YOUR ASSIGNMENT
Please repeat all the entries. Nothing may differ.

Recorded data
————————
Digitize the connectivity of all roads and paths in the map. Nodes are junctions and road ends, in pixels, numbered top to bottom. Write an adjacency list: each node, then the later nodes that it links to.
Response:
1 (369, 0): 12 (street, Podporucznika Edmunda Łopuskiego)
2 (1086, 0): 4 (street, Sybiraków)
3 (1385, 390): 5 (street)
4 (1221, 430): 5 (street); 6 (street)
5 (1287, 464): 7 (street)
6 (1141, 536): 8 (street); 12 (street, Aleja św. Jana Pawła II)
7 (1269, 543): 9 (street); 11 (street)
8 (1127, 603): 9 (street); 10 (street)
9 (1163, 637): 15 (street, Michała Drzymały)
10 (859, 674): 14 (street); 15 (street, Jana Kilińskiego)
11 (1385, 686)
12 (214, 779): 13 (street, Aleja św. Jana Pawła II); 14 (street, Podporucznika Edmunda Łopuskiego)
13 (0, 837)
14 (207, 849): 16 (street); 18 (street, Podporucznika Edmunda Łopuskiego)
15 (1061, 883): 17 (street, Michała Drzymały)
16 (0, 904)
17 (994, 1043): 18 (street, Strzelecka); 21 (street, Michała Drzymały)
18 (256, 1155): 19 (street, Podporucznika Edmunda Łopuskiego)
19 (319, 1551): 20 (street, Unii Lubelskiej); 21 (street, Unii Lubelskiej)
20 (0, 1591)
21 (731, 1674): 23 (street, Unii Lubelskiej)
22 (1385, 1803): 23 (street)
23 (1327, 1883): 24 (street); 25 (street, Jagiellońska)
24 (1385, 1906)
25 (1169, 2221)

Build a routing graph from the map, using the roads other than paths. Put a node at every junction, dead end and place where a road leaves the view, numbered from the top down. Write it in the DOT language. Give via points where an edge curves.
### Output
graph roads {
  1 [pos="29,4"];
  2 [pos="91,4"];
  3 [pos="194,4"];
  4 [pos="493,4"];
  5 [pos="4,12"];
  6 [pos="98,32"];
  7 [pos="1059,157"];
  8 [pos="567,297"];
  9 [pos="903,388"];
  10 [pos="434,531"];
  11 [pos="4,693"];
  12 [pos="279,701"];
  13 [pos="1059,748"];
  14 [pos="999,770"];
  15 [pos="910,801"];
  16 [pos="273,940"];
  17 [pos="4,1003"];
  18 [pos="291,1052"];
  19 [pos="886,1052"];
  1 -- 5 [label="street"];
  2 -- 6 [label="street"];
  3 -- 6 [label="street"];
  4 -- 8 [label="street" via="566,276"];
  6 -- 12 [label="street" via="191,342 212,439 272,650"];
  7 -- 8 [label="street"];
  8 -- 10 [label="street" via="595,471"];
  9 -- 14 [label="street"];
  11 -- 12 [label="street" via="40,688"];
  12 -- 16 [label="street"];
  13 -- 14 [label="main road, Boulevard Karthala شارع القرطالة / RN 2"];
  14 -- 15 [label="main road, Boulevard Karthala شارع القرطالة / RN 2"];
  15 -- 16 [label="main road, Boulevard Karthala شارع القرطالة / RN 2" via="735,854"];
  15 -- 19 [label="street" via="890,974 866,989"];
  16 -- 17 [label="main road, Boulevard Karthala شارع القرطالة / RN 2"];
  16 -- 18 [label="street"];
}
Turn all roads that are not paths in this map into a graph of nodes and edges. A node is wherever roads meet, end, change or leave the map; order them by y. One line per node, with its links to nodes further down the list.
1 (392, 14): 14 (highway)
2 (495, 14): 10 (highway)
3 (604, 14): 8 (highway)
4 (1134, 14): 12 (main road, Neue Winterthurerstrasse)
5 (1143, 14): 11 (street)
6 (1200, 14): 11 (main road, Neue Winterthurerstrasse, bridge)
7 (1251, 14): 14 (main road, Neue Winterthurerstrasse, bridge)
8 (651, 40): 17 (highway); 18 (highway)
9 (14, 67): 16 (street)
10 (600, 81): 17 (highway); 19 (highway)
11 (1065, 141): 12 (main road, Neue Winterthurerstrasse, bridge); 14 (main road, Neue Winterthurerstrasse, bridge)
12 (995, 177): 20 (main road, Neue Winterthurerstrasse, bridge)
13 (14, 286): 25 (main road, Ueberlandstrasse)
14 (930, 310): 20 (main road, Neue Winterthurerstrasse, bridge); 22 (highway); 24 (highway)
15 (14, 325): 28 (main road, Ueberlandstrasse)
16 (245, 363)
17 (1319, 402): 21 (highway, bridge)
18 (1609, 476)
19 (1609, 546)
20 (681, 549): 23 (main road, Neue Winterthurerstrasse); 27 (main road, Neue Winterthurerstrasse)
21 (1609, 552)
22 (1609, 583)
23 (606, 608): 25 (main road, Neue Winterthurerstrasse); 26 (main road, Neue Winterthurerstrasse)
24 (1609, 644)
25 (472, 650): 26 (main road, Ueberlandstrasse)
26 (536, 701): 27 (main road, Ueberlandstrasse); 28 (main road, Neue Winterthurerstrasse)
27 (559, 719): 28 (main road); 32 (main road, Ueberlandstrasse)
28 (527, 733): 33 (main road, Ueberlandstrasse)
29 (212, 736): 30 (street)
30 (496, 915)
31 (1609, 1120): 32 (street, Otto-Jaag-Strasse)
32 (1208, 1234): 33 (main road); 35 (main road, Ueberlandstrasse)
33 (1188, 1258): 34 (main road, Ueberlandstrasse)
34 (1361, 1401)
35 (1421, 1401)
————————
TASK SOLUTION
Digitize the connectivity of all roads and paths in the map. Nodes are junctions and road ends, in pixels, numbered top to bottom. Write an adjacency list: each node, then the later nodes that it links to.
Response:
1 (369, 0): 12 (street, Podporucznika Edmunda Łopuskiego)
2 (1086, 0): 4 (street, Sybiraków)
3 (1385, 390): 5 (street)
4 (1221, 430): 5 (street); 6 (street)
5 (1287, 464): 7 (street)
6 (1141, 536): 8 (street); 12 (street, Aleja św. Jana Pawła II)
7 (1269, 543): 9 (street); 11 (street)
8 (1127, 603): 9 (street); 10 (street)
9 (1163, 637): 15 (street, Michała Drzymały)
10 (859, 674): 14 (street); 15 (street, Jana Kilińskiego)
11 (1385, 686)
12 (214, 779): 13 (street, Aleja św. Jana Pawła II); 14 (street, Podporucznika Edmunda Łopuskiego)
13 (0, 837)
14 (207, 849): 16 (street); 18 (street, Podporucznika Edmunda Łopuskiego)
15 (1061, 883): 17 (street, Michała Drzymały)
16 (0, 904)
17 (994, 1043): 18 (street, Strzelecka); 21 (street, Michała Drzymały)
18 (256, 1155): 19 (street, Podporucznika Edmunda Łopuskiego)
19 (319, 1551): 20 (street, Unii Lubelskiej); 21 (street, Unii Lubelskiej)
20 (0, 1591)
21 (731, 1674): 23 (street, Unii Lubelskiej)
22 (1385, 1803): 23 (street)
23 (1327, 1883): 24 (street); 25 (street, Jagiellońska)
24 (1385, 1906)
25 (1169, 2221)

Build a routing graph from the map, using the roads other than paths. Put a node at every junction, dead end and place where a road leaves the view, numbered from the top down. Write it in the DOT language. Give via points where an edge curves.
### Output
graph roads {
  1 [pos="29,4"];
  2 [pos="91,4"];
  3 [pos="194,4"];
  4 [pos="493,4"];
  5 [pos="4,12"];
  6 [pos="98,32"];
  7 [pos="1059,157"];
  8 [pos="567,297"];
  9 [pos="903,388"];
  10 [pos="434,531"];
  11 [pos="4,693"];
  12 [pos="279,701"];
  13 [pos="1059,748"];
  14 [pos="999,770"];
  15 [pos="910,801"];
  16 [pos="273,940"];
  17 [pos="4,1003"];
  18 [pos="291,1052"];
  19 [pos="886,1052"];
  1 -- 5 [label="street"];
  2 -- 6 [label="street"];
  3 -- 6 [label="street"];
  4 -- 8 [label="street" via="566,276"];
  6 -- 12 [label="street" via="191,342 212,439 272,650"];
  7 -- 8 [label="street"];
  8 -- 10 [label="street" via="595,471"];
  9 -- 14 [label="street"];
  11 -- 12 [label="street" via="40,688"];
  12 -- 16 [label="street"];
  13 -- 14 [label="main road, Boulevard Karthala شارع القرطالة / RN 2"];
  14 -- 15 [label="main road, Boulevard Karthala شارع القرطالة / RN 2"];
  15 -- 16 [label="main road, Boulevard Karthala شارع القرطالة / RN 2" via="735,854"];
  15 -- 19 [label="street" via="890,974 866,989"];
  16 -- 17 [label="main road, Boulevard Karthala شارع القرطالة / RN 2"];
  16 -- 18 [label="street"];
}
Turn all roads that are not paths in this map into a graph of nodes and edges. A node is wherever roads meet, end, change or leave the map; order them by y. One line per node, with its links to nodes further down the list.
1 (392, 14): 14 (highway)
2 (495, 14): 10 (highway)
3 (604, 14): 8 (highway)
4 (1134, 14): 12 (main road, Neue Winterthurerstrasse)
5 (1143, 14): 11 (street)
6 (1200, 14): 11 (main road, Neue Winterthurerstrasse, bridge)
7 (1251, 14): 14 (main road, Neue Winterthurerstrasse, bridge)
8 (651, 40): 17 (highway); 18 (highway)
9 (14, 67): 16 (street)
10 (600, 81): 17 (highway); 19 (highway)
11 (1065, 141): 12 (main road, Neue Winterthurerstrasse, bridge); 14 (main road, Neue Winterthurerstrasse, bridge)
12 (995, 177): 20 (main road, Neue Winterthurerstrasse, bridge)
13 (14, 286): 25 (main road, Ueberlandstrasse)
14 (930, 310): 20 (main road, Neue Winterthurerstrasse, bridge); 22 (highway); 24 (highway)
15 (14, 325): 28 (main road, Ueberlandstrasse)
16 (245, 363)
17 (1319, 402): 21 (highway, bridge)
18 (1609, 476)
19 (1609, 546)
20 (681, 549): 23 (main road, Neue Winterthurerstrasse); 27 (main road, Neue Winterthurerstrasse)
21 (1609, 552)
22 (1609, 583)
23 (606, 608): 25 (main road, Neue Winterthurerstrasse); 26 (main road, Neue Winterthurerstrasse)
24 (1609, 644)
25 (472, 650): 26 (main road, Ueberlandstrasse)
26 (536, 701): 27 (main road, Ueberlandstrasse); 28 (main road, Neue Winterthurerstrasse)
27 (559, 719): 28 (main road); 32 (main road, Ueberlandstrasse)
28 (527, 733): 33 (main road, Ueberlandstrasse)
29 (212, 736): 30 (street)
30 (496, 915)
31 (1609, 1120): 32 (street, Otto-Jaag-Strasse)
32 (1208, 1234): 33 (main road); 35 (main road, Ueberlandstrasse)
33 (1188, 1258): 34 (main road, Ueberlandstrasse)
34 (1361, 1401)
35 (1421, 1401)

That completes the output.